Okay, good is subjective, but it fits better in the title. What I really want to know is if there are any glaring deficiencies in this password management/authentication strategy. I am also curious about performance. I am trying to use PBKDF2 to authenticate but I am not really sure if that is a good idea for a RESTful web service. I can find some parts of this question answered here and there but I have never found one comprehensive top to bottom answer. Here goes, this is my entire strategy.

Background:

• Service is an ASP.NET Web Api project in C#
• Backend is MS SQL server
• Credentials are sent over HTTPS using Basic authentication, ie 'authorization: Basic username:password'
• API will be consumed by Andriod app, ios app and web site

First, the backend:

create table [dbo].[User] (
    [Name] varchar(50) collate SQL_Latin1_General_CP1_CI_AI not NULL primary key clustered,
    [Password] varchar(28) collate SQL_Latin1_General_CP1_CS_AS not NULL,
    [Salt] varchar(28) not NULL)

the stored procedure to create the user:

create procedure [dbo].[User_Create] 
    @Name varchar(50),
    @Salt varchar(50),
    @Password varchar(50)
as 
    insert into [dbo].[User]([Name], [Salt], [Password])
    values(@Name, @Salt, @Password)

and the stored procedure to get the user:

create procedure [dbo].[User_Get] 
    @Name varchar(50)
as 
    select *
    from [dbo].[User]
    where [Name] = @Name

With the backend I am curious if the data types selected for the name, password and salt are appropriate.

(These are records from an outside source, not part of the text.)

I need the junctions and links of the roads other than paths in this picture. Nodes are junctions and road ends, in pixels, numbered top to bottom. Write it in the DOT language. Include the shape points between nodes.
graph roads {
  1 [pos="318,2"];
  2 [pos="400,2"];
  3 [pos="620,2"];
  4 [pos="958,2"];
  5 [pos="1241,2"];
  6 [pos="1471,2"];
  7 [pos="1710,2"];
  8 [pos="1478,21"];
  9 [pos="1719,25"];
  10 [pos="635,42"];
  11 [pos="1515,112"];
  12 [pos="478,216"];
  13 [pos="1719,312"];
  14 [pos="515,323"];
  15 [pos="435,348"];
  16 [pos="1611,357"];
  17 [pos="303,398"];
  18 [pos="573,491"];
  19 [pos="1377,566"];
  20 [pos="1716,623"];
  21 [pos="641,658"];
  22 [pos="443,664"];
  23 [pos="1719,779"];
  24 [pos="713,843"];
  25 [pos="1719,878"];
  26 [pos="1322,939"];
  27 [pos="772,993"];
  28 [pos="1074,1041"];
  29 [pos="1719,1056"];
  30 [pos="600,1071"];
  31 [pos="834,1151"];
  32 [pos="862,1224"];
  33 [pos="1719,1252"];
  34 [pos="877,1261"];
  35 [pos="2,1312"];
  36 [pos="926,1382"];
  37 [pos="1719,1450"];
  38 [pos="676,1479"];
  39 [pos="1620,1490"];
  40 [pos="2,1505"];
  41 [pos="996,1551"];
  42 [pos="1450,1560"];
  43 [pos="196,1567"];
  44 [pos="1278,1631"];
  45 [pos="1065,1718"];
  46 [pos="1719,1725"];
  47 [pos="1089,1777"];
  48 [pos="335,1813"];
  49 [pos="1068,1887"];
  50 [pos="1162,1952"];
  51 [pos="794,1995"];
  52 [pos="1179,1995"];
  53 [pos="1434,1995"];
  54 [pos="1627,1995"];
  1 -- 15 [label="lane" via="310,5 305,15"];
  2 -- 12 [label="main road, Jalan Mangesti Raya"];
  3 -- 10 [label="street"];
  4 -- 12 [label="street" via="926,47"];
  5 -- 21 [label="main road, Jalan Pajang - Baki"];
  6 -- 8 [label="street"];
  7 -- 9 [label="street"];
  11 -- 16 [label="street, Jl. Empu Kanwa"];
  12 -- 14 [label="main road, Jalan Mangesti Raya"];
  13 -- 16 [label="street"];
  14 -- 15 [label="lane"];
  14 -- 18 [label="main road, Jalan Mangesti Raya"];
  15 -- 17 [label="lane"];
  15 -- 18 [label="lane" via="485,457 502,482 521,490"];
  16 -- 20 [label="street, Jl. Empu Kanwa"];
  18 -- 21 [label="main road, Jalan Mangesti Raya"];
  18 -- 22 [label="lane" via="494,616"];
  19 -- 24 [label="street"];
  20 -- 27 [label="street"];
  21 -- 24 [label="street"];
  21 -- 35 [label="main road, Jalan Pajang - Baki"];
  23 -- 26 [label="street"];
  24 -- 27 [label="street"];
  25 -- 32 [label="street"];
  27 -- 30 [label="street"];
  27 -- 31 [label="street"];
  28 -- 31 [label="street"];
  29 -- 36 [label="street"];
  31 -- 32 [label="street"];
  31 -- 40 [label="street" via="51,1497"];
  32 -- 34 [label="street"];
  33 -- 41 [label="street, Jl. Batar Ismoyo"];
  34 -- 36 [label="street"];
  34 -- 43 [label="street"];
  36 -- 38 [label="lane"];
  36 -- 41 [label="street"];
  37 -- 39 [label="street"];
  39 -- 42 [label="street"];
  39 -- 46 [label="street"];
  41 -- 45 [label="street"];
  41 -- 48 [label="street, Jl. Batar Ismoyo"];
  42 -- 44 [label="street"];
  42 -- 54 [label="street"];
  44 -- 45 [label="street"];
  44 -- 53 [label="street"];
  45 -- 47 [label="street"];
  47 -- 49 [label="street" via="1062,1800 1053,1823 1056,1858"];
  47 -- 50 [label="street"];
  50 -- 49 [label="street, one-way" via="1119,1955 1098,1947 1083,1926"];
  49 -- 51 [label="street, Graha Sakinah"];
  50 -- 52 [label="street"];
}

This is the code that creates a new user and persists it to the backend. This is probably what I am most concerned about, both from a security stand point as well as performance.

public void CreateUser(string username, string password)
{
    int hashLength = 20;
    int saltLength = 20;
    int hashIterations = 1000;
    using(SqlConnection connection = new SqlConnection(this._ConnectionString))
    using (SqlCommand command = new SqlCommand("[dbo].[User_Create]"))
    {
        Rfc2898DeriveBytes pbkdf2 = new Rfc2898DeriveBytes(password, saltLength, hashIterations);
        string salt = Convert.ToBase64String(pbkdf2.Salt);
        string hashPassword = Convert.ToBase64String(pbkdf2.GetBytes(hashLength));

        command.CommandType = CommandType.StoredProcedure;
        command.Parameters.AddWithValue("@Name", username);
        command.Parameters.AddWithValue("@Salt", salt);
        command.Parameters.AddWithValue("@Password", hashPassword);
        connection.Open();
        command.ExecuteNonQuery();
    }
}

And here is the code to authenticate the user. This essentially just executes the stored procedure, calls ValidatePassword to perform the PBKDF2 and returns a User object back to the Web API message handler which sets the Principal (roles have not been implemented yet):

public User AuthenticateUser(string username, string password)
{
    using (SqlConnection connection = new SqlConnection(this._ConnectionString))
    using (SqlCommand command = new SqlCommand("[dbo].[User_Get]"))
    {
        command.CommandType = CommandType.StoredProcedure;
        command.Parameters.AddWithValue("@Name", username);
        command.Connection = connection;

        connection.Open();
        using (SqlDataReader reader = command.ExecuteReader())
        {
            if (reader.Read() && this.ValidatePassword(password, reader["Salt"].ToString(), reader["Password"].ToString()))
            {
                return new User()
                    {
                        Name = username,
                        CustomerId = reader["CustomerId"].ToString()
                    };
            }
            else
            {
                return null;
            }
        }
    }
}

And here is ValidatePassword , which the above code relies on to validate the password (in case that wasn't obvious). I also want to make sure I got this one right.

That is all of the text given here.